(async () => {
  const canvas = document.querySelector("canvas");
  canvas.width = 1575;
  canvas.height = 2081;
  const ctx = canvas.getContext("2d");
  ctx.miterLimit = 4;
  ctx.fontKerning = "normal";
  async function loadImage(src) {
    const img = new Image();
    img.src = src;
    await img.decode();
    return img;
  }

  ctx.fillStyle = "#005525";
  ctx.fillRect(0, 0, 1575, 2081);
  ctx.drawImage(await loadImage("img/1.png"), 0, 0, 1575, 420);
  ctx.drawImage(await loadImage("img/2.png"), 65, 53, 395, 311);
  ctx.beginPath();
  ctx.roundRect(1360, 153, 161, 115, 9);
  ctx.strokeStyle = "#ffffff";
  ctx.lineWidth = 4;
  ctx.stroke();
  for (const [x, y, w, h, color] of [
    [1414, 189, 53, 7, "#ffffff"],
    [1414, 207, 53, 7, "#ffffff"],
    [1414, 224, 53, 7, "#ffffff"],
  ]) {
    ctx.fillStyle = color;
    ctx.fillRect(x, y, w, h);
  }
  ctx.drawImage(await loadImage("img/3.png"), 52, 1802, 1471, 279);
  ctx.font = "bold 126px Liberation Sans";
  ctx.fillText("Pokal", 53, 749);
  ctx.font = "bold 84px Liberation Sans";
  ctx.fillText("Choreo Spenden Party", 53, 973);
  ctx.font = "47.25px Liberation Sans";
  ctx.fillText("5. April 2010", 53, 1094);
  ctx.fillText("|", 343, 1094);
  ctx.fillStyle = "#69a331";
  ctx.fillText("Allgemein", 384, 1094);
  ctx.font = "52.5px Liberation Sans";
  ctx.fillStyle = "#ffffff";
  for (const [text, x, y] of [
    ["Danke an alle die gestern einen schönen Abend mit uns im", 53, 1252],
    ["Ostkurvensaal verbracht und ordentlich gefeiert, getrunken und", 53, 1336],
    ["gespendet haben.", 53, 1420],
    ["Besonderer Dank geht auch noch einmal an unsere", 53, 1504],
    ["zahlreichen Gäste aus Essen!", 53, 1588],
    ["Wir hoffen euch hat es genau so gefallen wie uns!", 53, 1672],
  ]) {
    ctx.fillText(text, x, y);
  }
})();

──────────

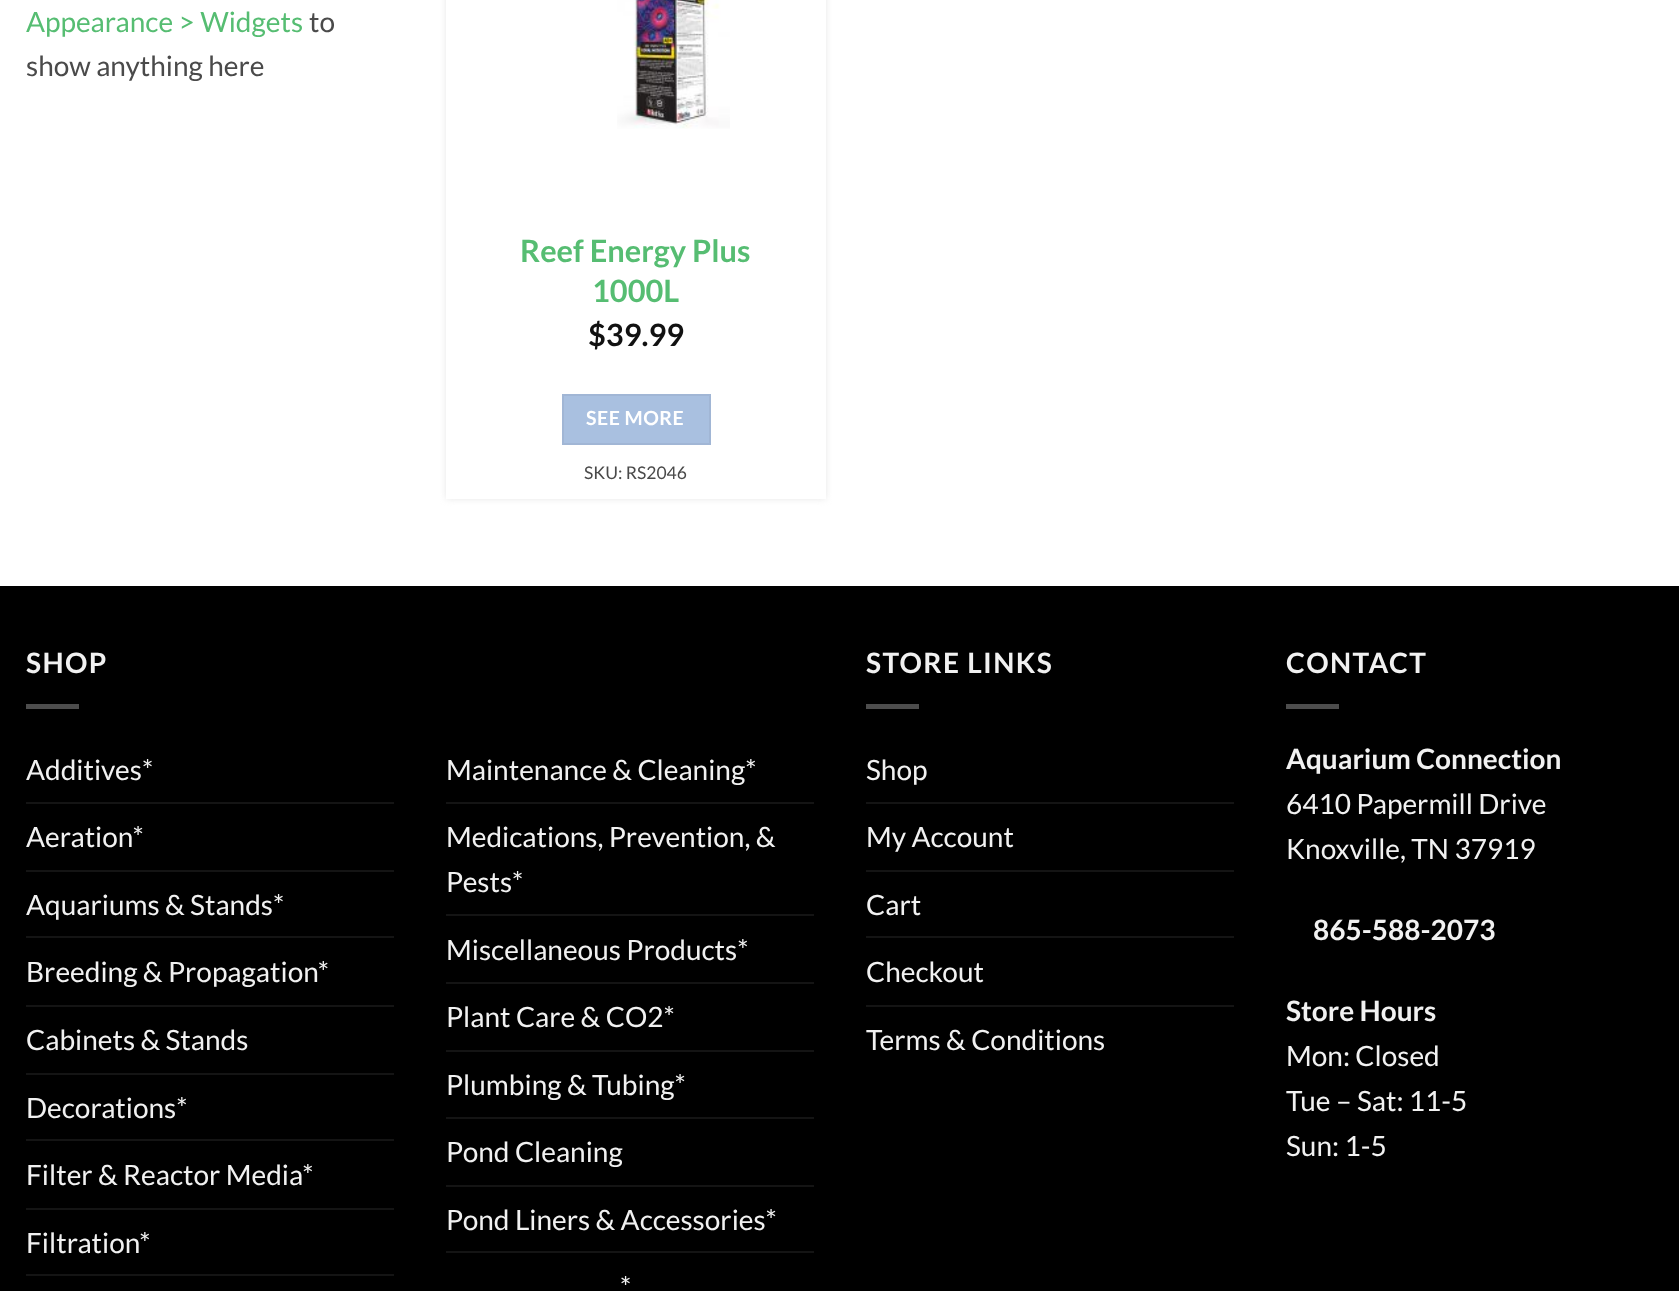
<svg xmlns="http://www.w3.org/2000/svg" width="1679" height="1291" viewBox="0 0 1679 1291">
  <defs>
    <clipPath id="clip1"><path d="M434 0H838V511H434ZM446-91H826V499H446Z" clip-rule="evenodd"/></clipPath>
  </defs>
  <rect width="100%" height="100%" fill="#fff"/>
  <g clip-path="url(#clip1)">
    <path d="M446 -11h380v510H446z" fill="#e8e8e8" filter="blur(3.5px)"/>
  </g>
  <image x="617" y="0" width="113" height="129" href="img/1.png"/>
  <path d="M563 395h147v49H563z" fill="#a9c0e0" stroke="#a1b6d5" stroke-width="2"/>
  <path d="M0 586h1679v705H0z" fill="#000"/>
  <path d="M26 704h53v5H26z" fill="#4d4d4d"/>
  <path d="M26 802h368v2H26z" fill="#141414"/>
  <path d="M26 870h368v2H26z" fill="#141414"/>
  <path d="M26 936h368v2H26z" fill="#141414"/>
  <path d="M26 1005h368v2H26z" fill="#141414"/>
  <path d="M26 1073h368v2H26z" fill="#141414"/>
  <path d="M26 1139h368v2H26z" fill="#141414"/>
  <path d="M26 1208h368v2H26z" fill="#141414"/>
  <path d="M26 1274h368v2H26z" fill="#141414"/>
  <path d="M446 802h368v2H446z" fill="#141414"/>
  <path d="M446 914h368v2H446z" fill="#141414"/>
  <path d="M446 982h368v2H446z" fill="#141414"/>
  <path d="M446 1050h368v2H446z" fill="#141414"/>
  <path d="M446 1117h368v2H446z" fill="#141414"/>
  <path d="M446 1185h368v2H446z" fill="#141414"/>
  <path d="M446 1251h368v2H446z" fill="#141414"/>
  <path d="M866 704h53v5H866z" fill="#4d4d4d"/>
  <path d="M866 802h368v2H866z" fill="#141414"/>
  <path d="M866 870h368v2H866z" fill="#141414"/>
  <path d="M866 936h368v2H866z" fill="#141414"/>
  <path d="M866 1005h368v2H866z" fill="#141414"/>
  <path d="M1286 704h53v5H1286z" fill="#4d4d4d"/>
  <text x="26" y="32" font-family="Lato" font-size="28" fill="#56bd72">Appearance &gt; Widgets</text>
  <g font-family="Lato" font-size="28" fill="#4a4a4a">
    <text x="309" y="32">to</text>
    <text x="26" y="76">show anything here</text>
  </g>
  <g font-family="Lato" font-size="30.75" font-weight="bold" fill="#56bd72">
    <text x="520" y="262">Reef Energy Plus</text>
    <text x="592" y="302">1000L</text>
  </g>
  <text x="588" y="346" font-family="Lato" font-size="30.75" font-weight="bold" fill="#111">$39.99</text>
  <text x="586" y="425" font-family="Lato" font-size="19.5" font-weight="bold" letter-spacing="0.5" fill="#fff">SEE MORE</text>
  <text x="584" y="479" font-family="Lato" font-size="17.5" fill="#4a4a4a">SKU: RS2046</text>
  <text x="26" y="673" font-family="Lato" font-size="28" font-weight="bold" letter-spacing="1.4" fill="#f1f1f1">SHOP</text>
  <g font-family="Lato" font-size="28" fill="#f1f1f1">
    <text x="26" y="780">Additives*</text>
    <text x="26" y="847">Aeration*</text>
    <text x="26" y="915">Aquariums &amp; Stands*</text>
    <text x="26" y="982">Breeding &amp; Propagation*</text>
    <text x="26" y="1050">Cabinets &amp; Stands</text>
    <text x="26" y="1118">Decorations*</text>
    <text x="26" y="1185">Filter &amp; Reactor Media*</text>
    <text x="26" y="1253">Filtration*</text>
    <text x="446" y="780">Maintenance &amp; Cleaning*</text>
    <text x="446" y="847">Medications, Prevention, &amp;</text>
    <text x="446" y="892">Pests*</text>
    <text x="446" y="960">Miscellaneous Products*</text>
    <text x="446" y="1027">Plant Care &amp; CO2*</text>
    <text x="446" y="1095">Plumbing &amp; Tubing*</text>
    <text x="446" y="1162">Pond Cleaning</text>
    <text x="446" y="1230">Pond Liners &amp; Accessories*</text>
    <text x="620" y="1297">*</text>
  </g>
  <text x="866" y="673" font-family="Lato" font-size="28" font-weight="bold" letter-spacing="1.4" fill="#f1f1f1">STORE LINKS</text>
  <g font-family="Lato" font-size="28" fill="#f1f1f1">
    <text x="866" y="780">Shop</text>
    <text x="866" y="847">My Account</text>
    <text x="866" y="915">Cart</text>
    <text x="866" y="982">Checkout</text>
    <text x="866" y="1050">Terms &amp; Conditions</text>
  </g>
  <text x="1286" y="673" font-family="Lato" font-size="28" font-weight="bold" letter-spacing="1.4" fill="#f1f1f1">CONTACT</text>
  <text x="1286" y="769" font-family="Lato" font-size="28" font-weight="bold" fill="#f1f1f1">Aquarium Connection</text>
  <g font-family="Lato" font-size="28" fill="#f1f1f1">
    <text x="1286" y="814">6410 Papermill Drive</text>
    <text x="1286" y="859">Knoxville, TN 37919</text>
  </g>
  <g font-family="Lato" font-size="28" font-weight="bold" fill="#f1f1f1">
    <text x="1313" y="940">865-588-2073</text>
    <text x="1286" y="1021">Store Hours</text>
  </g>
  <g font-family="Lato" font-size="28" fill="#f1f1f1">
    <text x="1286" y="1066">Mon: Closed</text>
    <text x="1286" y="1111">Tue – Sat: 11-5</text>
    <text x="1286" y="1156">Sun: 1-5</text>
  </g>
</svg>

──────────

- Problem details
Report back every line of the entries in which "canvas" occurs.

- Response area
  const canvas = document.querySelector("canvas");
  canvas.width = 1575;
  canvas.height = 2081;
  const ctx = canvas.getContext("2d");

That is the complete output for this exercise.